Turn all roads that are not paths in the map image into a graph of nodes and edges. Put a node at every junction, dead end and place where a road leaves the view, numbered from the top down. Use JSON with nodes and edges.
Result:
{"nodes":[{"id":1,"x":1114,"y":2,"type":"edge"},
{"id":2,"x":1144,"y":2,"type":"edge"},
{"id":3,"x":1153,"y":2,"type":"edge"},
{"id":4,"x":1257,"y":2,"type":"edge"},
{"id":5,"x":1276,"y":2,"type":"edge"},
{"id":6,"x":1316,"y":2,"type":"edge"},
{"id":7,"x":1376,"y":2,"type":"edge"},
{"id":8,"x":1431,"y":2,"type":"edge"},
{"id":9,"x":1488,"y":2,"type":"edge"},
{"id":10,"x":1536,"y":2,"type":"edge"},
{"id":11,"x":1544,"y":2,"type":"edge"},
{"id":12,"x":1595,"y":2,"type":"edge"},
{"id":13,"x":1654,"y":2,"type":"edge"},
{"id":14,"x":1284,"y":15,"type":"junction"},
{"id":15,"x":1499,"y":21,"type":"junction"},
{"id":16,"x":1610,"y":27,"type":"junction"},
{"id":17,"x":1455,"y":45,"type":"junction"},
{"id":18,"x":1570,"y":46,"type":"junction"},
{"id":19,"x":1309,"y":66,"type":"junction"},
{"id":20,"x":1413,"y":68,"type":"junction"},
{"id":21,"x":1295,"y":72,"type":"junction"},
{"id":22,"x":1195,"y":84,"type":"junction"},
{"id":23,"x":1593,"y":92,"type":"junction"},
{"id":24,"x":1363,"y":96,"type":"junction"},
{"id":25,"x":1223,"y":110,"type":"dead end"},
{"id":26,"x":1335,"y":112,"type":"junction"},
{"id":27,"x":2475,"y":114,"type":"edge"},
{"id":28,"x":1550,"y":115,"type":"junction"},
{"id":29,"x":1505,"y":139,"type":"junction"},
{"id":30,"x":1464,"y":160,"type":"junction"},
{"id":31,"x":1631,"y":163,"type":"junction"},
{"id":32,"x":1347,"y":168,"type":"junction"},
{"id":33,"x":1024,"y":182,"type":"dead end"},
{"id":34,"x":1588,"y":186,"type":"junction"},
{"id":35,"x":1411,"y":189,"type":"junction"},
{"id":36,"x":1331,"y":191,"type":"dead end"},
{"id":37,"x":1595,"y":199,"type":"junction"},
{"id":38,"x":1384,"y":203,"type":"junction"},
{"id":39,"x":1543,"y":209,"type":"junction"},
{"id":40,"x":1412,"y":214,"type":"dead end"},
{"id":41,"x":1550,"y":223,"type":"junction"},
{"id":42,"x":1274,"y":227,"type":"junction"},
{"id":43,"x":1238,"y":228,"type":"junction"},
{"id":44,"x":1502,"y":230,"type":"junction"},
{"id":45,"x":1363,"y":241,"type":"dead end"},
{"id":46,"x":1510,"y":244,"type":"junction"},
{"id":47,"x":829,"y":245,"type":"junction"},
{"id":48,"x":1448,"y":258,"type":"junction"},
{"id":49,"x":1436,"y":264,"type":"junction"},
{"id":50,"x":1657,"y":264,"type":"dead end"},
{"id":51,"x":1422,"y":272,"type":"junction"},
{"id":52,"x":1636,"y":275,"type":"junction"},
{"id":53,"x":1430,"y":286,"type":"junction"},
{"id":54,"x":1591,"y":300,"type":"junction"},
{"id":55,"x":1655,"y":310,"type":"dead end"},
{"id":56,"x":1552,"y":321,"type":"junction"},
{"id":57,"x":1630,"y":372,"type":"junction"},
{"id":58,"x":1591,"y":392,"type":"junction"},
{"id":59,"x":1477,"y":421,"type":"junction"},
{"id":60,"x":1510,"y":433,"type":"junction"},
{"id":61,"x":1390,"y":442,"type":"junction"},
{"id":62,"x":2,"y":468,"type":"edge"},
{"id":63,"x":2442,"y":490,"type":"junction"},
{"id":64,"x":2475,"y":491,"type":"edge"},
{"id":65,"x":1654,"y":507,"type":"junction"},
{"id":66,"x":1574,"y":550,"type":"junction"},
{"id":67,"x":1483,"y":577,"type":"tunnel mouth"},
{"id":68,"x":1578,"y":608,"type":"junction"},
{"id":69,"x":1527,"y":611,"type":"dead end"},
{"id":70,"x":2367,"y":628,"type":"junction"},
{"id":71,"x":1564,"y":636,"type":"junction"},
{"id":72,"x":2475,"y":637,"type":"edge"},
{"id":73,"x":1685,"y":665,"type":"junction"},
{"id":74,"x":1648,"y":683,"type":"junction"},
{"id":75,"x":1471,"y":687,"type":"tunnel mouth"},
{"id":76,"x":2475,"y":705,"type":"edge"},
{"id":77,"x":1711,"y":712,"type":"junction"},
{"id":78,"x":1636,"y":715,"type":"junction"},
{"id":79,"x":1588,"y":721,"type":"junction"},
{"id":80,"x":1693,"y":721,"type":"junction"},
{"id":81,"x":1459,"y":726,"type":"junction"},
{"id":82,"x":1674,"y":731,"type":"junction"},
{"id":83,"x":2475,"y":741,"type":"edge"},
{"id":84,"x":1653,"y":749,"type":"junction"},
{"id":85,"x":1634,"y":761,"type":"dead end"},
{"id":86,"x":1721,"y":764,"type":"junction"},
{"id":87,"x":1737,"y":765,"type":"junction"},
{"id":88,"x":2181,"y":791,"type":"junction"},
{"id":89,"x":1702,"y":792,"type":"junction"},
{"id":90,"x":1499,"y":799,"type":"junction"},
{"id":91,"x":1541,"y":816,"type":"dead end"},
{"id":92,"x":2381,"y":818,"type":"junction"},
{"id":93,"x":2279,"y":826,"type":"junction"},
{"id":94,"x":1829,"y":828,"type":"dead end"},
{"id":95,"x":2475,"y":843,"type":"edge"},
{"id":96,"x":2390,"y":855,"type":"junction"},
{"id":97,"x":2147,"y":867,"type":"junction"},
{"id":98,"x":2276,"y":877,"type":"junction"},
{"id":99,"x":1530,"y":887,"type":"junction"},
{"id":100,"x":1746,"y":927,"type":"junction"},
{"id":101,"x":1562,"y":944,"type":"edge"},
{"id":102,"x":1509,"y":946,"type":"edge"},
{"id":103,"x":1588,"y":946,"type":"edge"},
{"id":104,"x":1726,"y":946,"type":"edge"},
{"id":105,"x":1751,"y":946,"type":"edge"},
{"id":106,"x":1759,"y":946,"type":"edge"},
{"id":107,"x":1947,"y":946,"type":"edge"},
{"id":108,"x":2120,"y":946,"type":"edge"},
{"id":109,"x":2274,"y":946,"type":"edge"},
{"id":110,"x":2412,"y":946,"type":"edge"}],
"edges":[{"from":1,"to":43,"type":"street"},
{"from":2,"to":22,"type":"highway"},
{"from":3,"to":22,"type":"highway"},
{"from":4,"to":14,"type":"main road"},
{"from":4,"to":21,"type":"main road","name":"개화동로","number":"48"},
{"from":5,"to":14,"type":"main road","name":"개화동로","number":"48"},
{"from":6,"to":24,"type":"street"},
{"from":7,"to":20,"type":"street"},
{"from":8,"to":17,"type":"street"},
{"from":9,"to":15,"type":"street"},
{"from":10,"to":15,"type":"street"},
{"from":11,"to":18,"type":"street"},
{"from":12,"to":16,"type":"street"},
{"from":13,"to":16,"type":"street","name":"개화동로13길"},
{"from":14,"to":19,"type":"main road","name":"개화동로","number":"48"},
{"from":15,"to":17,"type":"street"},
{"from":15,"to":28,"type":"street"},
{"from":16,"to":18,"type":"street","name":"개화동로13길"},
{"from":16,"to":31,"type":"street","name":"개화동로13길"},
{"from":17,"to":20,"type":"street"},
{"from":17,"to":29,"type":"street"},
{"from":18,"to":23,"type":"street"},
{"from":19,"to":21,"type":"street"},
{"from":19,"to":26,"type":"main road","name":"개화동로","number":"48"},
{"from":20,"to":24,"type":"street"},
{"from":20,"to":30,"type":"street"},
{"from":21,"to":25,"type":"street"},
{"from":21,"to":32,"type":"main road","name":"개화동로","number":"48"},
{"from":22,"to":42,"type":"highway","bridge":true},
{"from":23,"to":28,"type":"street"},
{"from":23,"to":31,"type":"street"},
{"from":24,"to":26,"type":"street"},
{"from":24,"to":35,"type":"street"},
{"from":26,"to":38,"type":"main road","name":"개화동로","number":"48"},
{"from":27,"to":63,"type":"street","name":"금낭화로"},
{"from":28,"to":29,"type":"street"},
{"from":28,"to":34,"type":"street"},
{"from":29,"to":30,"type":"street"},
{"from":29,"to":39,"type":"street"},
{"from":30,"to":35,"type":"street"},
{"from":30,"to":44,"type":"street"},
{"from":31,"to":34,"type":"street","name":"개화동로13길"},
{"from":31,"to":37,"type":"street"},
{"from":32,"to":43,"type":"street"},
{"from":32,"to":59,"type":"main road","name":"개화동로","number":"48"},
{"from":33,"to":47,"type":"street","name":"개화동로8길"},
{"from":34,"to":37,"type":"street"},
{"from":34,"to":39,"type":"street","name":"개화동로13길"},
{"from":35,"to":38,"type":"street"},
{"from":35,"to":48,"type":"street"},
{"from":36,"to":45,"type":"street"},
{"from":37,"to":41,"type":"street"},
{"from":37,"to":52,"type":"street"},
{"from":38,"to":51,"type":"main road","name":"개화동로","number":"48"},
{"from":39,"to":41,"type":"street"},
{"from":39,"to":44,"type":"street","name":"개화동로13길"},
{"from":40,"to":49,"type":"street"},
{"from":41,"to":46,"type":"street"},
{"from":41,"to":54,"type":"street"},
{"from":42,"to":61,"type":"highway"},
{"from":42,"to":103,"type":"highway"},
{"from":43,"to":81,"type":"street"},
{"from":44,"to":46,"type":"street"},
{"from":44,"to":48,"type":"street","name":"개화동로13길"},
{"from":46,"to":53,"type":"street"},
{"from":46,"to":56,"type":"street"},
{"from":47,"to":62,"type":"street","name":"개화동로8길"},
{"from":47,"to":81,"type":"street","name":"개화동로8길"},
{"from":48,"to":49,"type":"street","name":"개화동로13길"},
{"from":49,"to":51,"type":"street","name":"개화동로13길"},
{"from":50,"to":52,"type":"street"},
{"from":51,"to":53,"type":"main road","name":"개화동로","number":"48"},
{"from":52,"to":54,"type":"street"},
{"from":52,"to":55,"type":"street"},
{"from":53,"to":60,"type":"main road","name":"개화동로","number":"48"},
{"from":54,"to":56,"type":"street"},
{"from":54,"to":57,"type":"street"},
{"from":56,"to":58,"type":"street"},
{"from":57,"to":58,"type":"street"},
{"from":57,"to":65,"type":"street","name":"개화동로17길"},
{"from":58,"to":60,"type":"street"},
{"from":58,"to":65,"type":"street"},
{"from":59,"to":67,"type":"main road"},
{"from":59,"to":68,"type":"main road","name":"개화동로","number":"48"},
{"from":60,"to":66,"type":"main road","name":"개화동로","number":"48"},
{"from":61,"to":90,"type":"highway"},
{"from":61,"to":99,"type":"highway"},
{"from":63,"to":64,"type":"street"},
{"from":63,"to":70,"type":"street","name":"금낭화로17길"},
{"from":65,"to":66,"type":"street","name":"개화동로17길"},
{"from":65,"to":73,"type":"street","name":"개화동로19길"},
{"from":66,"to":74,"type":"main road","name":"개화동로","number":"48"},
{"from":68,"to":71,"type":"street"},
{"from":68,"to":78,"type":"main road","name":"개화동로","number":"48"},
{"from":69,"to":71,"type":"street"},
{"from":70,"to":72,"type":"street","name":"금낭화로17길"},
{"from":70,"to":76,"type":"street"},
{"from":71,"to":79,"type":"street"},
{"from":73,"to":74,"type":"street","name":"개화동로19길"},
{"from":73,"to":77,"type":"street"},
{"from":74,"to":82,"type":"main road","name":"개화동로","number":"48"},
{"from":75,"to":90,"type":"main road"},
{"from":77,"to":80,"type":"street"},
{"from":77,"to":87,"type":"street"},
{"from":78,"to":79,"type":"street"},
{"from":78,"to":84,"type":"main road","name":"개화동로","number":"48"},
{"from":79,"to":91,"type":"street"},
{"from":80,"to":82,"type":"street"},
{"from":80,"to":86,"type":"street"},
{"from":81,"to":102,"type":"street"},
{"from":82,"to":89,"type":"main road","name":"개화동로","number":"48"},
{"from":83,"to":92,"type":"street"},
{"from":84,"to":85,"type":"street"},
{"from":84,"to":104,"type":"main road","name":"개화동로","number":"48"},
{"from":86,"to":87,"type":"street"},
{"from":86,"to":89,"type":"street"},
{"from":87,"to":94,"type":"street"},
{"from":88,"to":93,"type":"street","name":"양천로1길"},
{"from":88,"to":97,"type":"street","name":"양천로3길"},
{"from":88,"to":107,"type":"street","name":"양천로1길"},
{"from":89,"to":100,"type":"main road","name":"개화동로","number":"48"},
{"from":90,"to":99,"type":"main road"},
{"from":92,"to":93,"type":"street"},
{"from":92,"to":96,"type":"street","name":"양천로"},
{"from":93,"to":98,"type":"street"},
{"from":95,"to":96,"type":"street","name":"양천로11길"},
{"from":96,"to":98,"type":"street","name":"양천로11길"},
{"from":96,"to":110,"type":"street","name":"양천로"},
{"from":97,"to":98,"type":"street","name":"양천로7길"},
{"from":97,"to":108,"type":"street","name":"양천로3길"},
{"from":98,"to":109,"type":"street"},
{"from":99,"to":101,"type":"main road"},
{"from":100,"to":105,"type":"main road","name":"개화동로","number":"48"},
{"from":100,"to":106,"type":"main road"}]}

───

## Work request
Lines of the material in which the word "tunnel" occurs are to be copied out.

## Exercise output
{"id":67,"x":1483,"y":577,"type":"tunnel mouth"},
{"id":75,"x":1471,"y":687,"type":"tunnel mouth"},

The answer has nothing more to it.